(Beginning of RECORD SET)
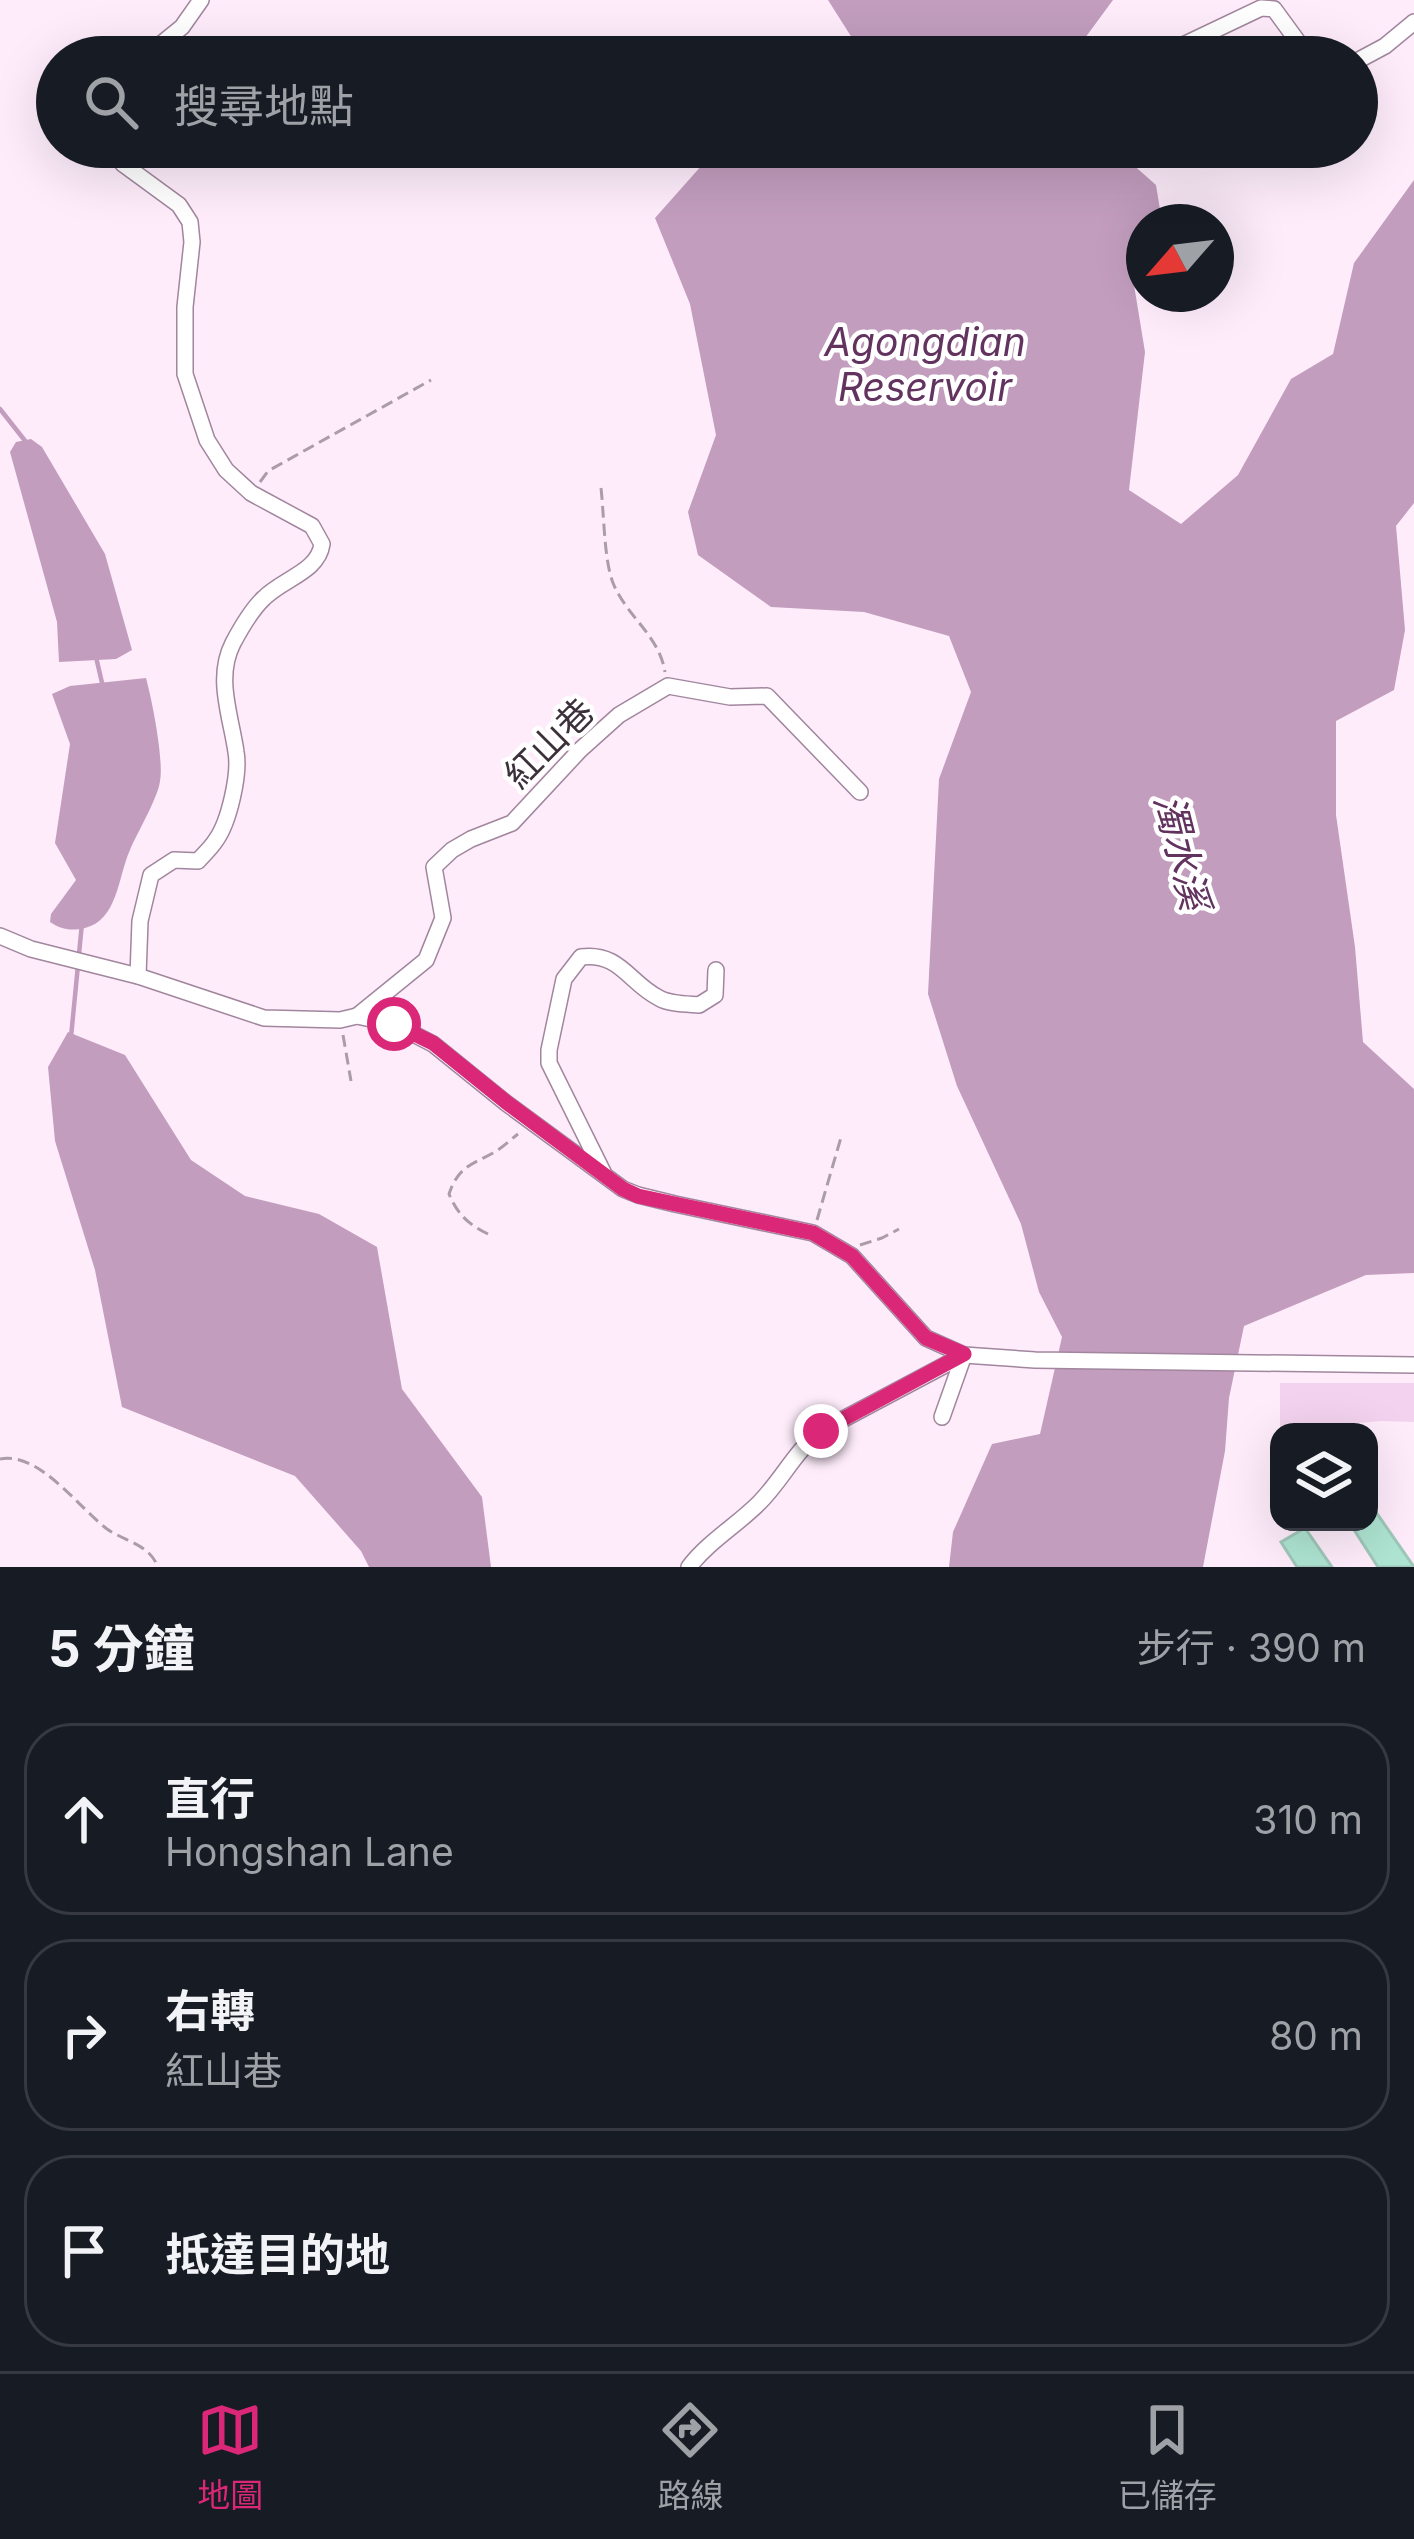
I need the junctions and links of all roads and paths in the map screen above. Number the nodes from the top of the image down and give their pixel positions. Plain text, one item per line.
1 (201, 0) edge
2 (1414, 22) edge
3 (171, 36) edge
4 (1204, 36) edge
5 (1294, 36) edge
6 (1378, 50) edge
7 (128, 168) edge
8 (431, 380) dead end
9 (601, 488) dead end
10 (251, 493) junction
11 (668, 686) junction
12 (860, 792) dead end
13 (0, 936) edge
14 (716, 970) dead end
15 (138, 976) junction
16 (348, 1018) junction
17 (351, 1081) dead end
18 (533, 1123) junction
19 (842, 1134) dead end
20 (604, 1174) junction
21 (899, 1229) dead end
22 (813, 1233) junction
23 (488, 1234) dead end
24 (834, 1246) junction
25 (964, 1354) junction
26 (1414, 1365) edge
27 (941, 1417) dead end
28 (0, 1459) edge
29 (158, 1567) edge
30 (688, 1567) edge

1 - 3 street
2 - 6 street
4 - 5 street
7 - 10 street
8 - 10 path
9 - 11 path
10 - 15 street
11 - 12 street
11 - 16 street, 紅山巷
13 - 15 street
14 - 20 street
15 - 16 street
16 - 17 path
16 - 18 street
18 - 20 street
18 - 23 path
19 - 22 path
20 - 22 street
21 - 24 path
22 - 24 street
24 - 25 street
25 - 26 street
25 - 27 street
25 - 30 street
28 - 29 path

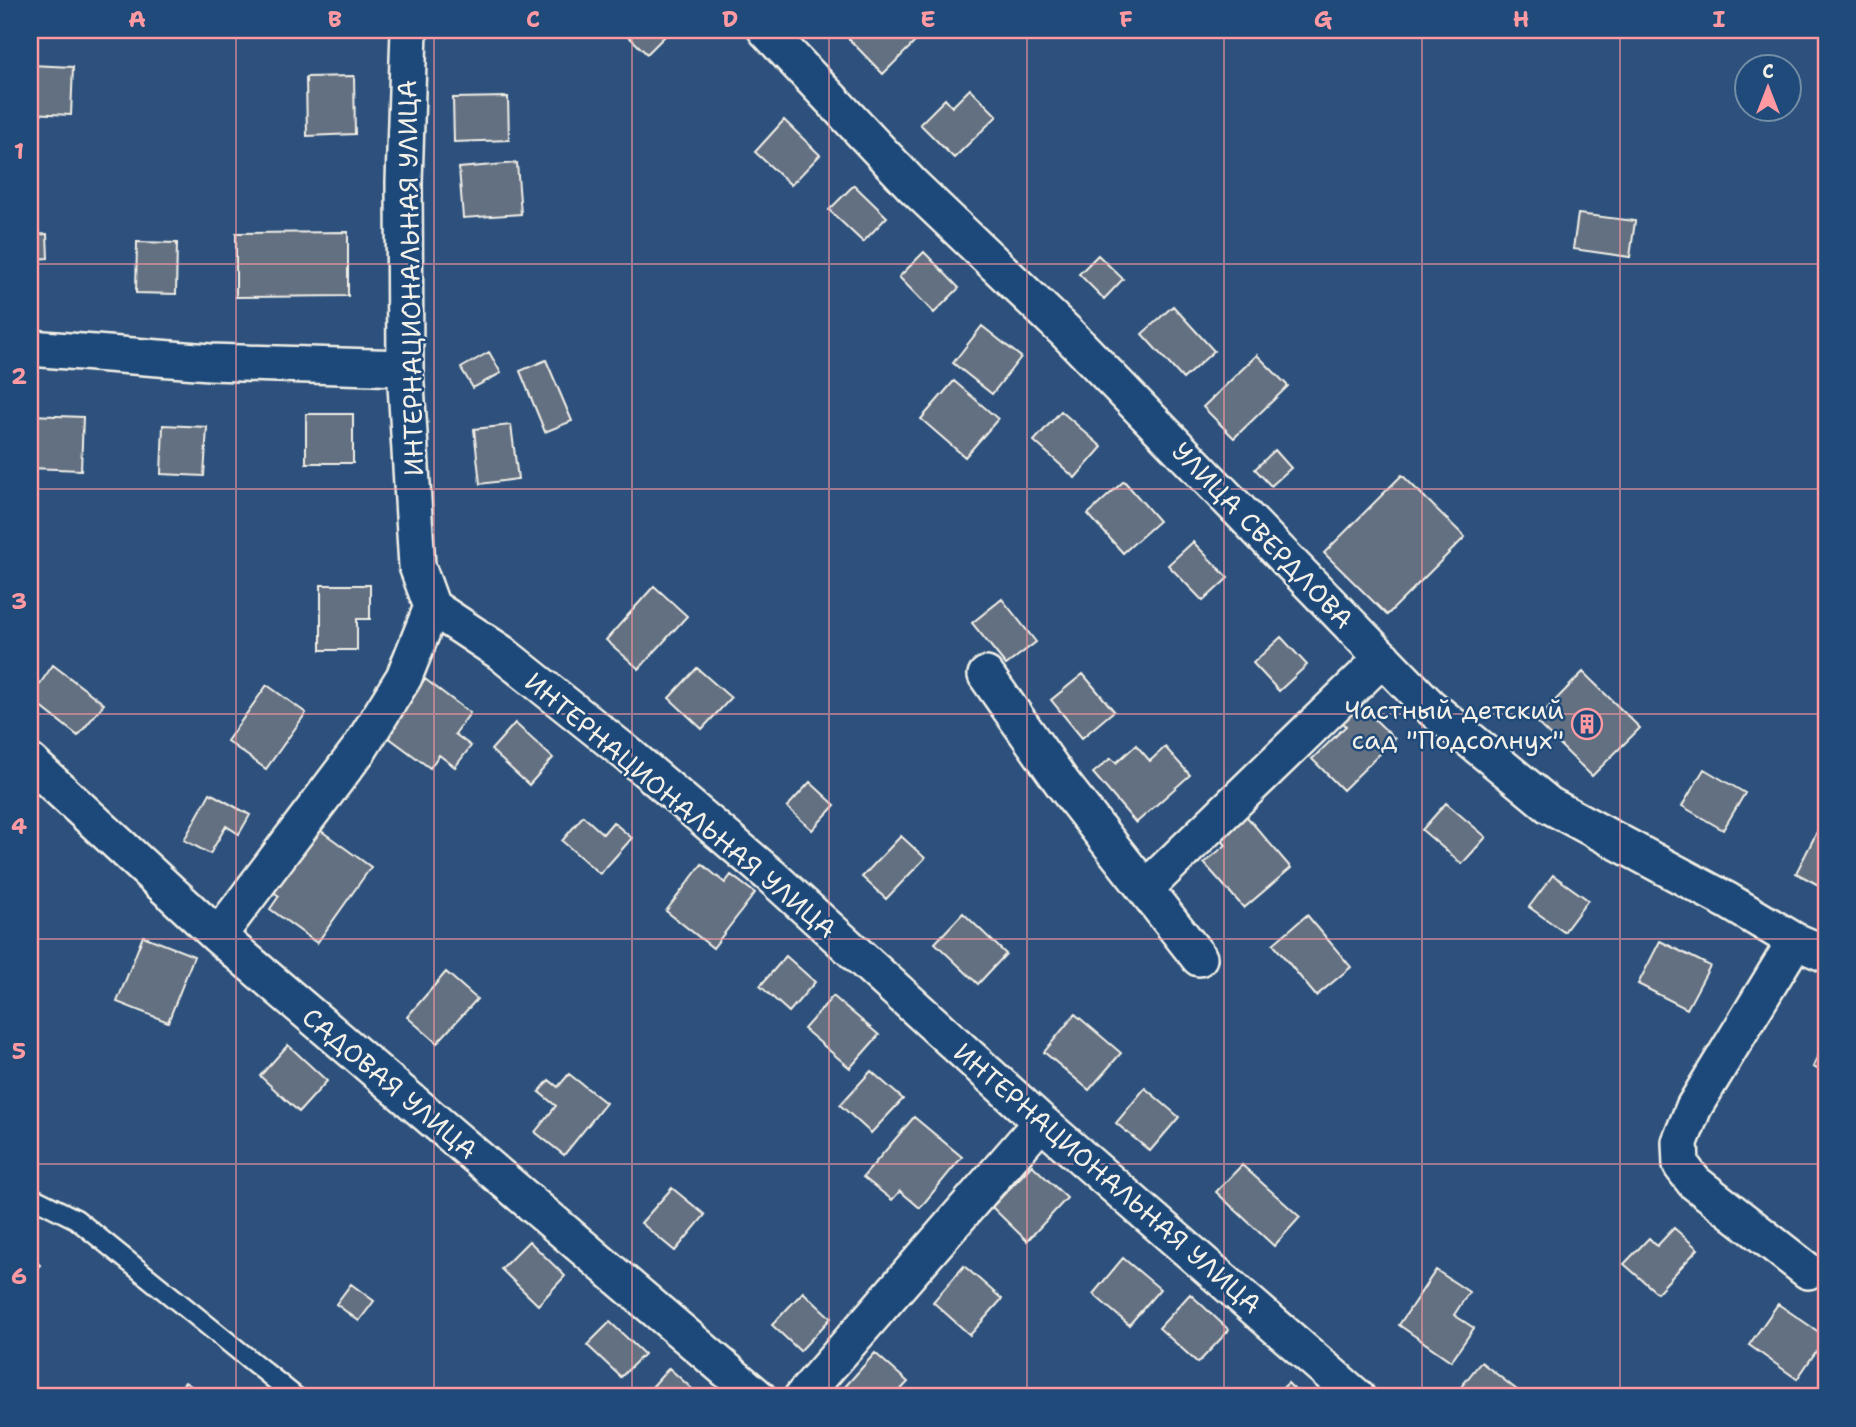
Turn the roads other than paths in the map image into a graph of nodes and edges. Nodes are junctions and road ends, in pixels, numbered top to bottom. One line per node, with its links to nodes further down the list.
1 (409, 30): 4 (street, ИНТЕРНАЦИОНАЛЬНАЯ УЛИЦА)
2 (766, 30): 6 (street, УЛИЦА СВЕРДЛОВА)
3 (30, 348): 4 (street)
4 (405, 368): 5 (street, ИНТЕРНАЦИОНАЛЬНАЯ УЛИЦА)
5 (432, 607): 10 (street); 13 (street, ИНТЕРНАЦИОНАЛЬНАЯ УЛИЦА)
6 (1383, 658): 9 (street); 11 (street, УЛИЦА СВЕРДЛОВА)
7 (986, 675): 9 (street)
8 (30, 762): 10 (street, САДОВАЯ УЛИЦА)
9 (1146, 888): 12 (street)
10 (218, 936): 17 (street, САДОВАЯ УЛИЦА)
11 (1811, 947): 15 (street)
12 (1199, 958)
13 (1041, 1122): 18 (street); 19 (street, ИНТЕРНАЦИОНАЛЬНАЯ УЛИЦА)
14 (30, 1196): 16 (lane)
15 (1808, 1270)
16 (296, 1397)
17 (758, 1397)
18 (802, 1397)
19 (1357, 1397)

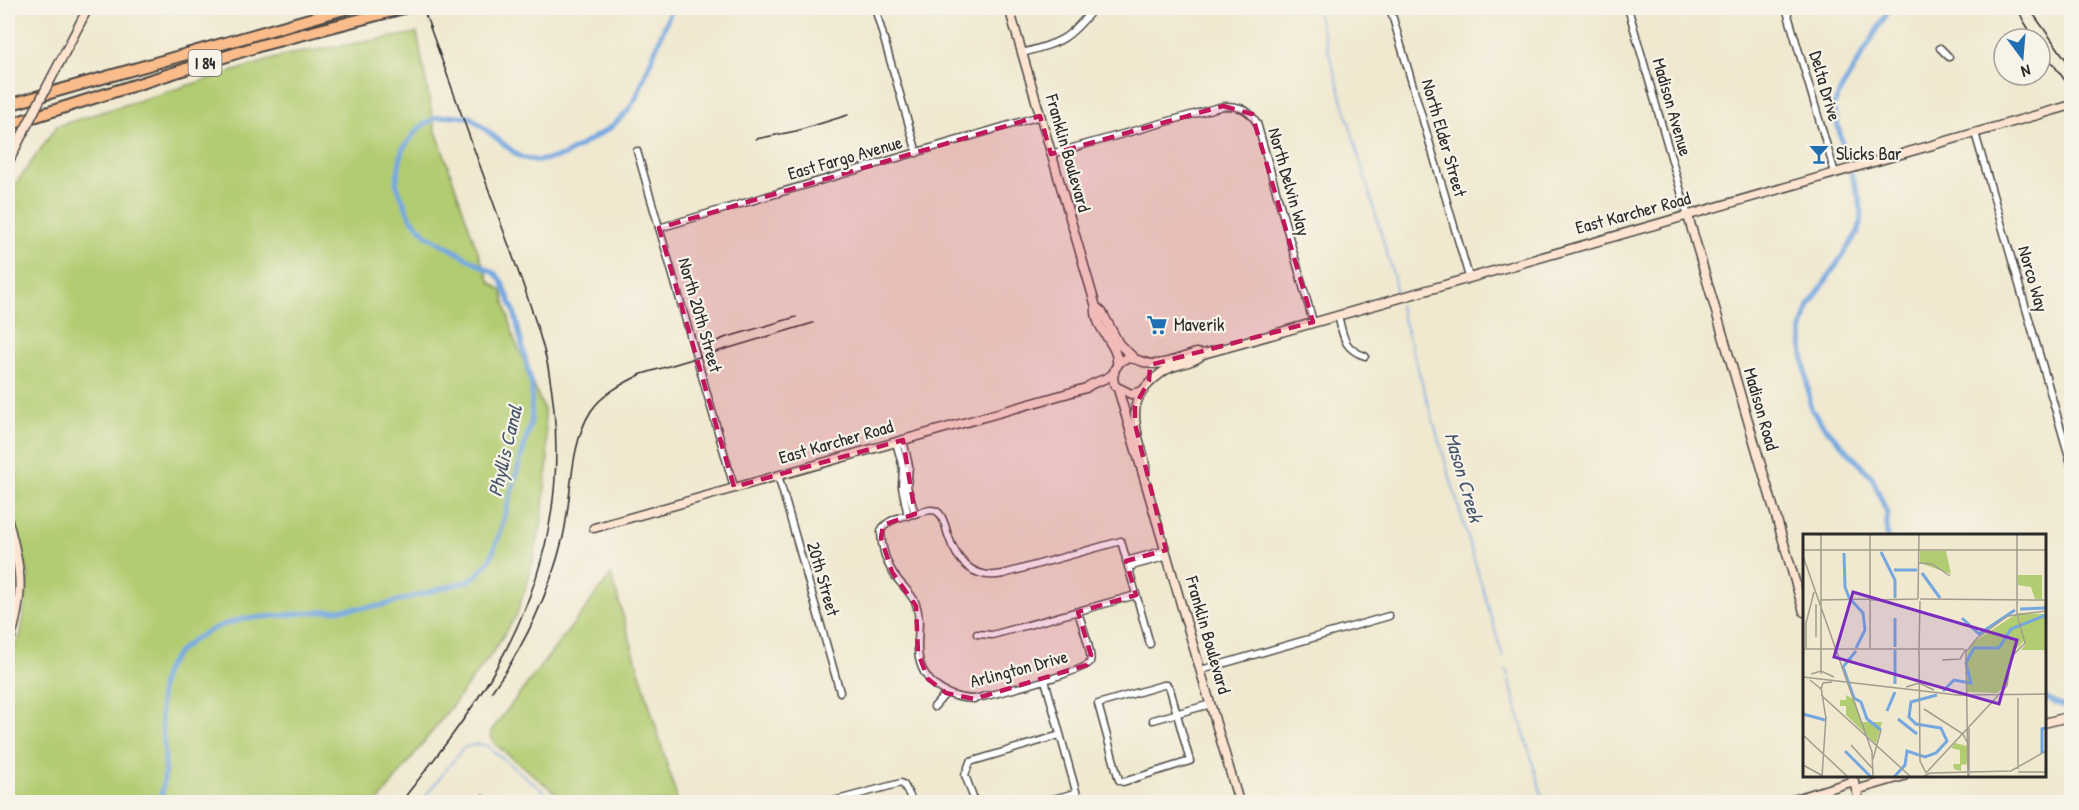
(End of RECORD SET)
• [PROBLEM TO WORK ON] Starting at the line that contains "Turn the roads", restate each line verbatim through the final line of the listing, skipping all pictures.

• [YOUR RESPONSE]
Turn the roads other than paths in the map image into a graph of nodes and edges. Nodes are junctions and road ends, in pixels, numbered top to bottom. One line per node, with its links to nodes further down the list.
1 (409, 30): 4 (street, ИНТЕРНАЦИОНАЛЬНАЯ УЛИЦА)
2 (766, 30): 6 (street, УЛИЦА СВЕРДЛОВА)
3 (30, 348): 4 (street)
4 (405, 368): 5 (street, ИНТЕРНАЦИОНАЛЬНАЯ УЛИЦА)
5 (432, 607): 10 (street); 13 (street, ИНТЕРНАЦИОНАЛЬНАЯ УЛИЦА)
6 (1383, 658): 9 (street); 11 (street, УЛИЦА СВЕРДЛОВА)
7 (986, 675): 9 (street)
8 (30, 762): 10 (street, САДОВАЯ УЛИЦА)
9 (1146, 888): 12 (street)
10 (218, 936): 17 (street, САДОВАЯ УЛИЦА)
11 (1811, 947): 15 (street)
12 (1199, 958)
13 (1041, 1122): 18 (street); 19 (street, ИНТЕРНАЦИОНАЛЬНАЯ УЛИЦА)
14 (30, 1196): 16 (lane)
15 (1808, 1270)
16 (296, 1397)
17 (758, 1397)
18 (802, 1397)
19 (1357, 1397)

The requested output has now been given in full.